Now wait a second, you might say. All this sounds very modern—except that we know that living things do not have immutable essences. Human beings did not always exist. They evolved from other life-forms. In fact, they're still evolving—just like every other living thing—in accordance with mechanical laws. So one thing really does bleed into another. Inorganic matter evolved into living matter. Living matter evolved into multicellular organisms. Those evolved into vertebrates and eventually primates. We are primates, and we're evolving into something else. There are no "essences" here, just different states of "matter", whatever that is, transforming into other states of matter.

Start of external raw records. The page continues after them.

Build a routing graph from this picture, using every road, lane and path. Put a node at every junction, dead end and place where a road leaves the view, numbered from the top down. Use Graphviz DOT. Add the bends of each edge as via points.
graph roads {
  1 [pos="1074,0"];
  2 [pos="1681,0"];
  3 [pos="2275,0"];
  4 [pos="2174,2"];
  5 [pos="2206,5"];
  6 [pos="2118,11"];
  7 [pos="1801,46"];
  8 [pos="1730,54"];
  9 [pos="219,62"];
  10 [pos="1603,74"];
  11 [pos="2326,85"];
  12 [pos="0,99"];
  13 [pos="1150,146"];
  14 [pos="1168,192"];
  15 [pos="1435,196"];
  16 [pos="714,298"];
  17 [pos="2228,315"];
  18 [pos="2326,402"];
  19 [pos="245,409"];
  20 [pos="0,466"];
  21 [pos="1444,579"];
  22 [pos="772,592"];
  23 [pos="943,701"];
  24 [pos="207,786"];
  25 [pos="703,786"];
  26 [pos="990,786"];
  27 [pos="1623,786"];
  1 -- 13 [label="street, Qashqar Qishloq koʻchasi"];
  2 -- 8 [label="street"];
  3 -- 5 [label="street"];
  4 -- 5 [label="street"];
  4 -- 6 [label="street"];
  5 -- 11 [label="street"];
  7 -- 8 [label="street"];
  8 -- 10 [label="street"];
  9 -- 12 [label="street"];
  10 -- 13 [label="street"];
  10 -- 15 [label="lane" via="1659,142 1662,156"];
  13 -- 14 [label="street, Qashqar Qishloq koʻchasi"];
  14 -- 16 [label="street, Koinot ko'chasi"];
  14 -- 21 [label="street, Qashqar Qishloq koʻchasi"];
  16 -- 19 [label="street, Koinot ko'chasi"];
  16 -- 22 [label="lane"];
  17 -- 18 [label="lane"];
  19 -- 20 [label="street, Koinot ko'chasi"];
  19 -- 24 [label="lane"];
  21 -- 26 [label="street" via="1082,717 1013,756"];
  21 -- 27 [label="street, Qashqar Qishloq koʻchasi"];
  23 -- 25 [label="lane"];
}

This is absolutely true, and this is the other insight of dialectics. To be is to be becoming something else.
Think for a moment about what it means to be a human being or really any living thing. Every living thing—or most of them we know about—has a life cycle. It's born, it lives, and it dies. The ancients saw this clearly, and they dealt with it in a number of ways. The essence of any living thing—say, a human being—is just the characteristic way in which it is born, lives, and dies. The Greek word for this was ergon, which we translate as "work". It makes up part of Aristotle's word for being, which was energeia. In other words, to be is to be born, to live, and to die. To be any particular thing is to be born, to live, and to die in the way characteristic of that particular thing. Obviously people are born, live, and die in ways different from how cats or amoeba do it. That's why we say they're different sorts of things.
The ancients did not know about evolution. Neither did Hegel. I'm not going to claim that dialectics somehow entails evolution. It doesn't. But it's not incompatible with it, so far as I can see. In fact, I think that as an ontology, dialectics is more compatible with evolution than atomism. From the dialectical point of view it makes sense to speak about species are real, existing things; and from the dialectical point of view, it makes sense to conceptually specify those beings in terms from their origins (what they evolved from) and their destinations (what they're evolving into).
So there are two directions I could go from here. One would be to talk about society from a dialectical point of view (that is, to talk about society as an organism or something organism-like with an essence); the other is to talk more about humanity itself and its destiny regarding technology. The first path is the typical Aristotlean-Marxist one. The second one hasn't been traversed too much. There are hints of it in Kurzweil's writings. He doesn't deal with things from an explicitly dialectical point of view, but his emphasis on patterns suggests it. I don't think patterns are anything other than essences, that is, concept which are real and which really determine the course some entity follows in its typical life-path. Kurzweil implicitly regards concepts as real. He doesn't seem to be an atomist, in other words, which is part of what drew me into his writings in the first place.
But unfortunately it's late, and this is already very long. Hopefully this gives some idea of what dialectics about. In short, it is essentialist holism. Organic wholes are the things which truly exist. These entities are ultimately their essences. An essence is what a thing truly is. But when we speak of an essence, we really mean the ergon, or the typical life and death of a thing. To be is to have a characteristic way of being born, of living, and of dying. All is in flux, as Heraclitus said; but everything is in flux in its own particular way, as defined by its essence.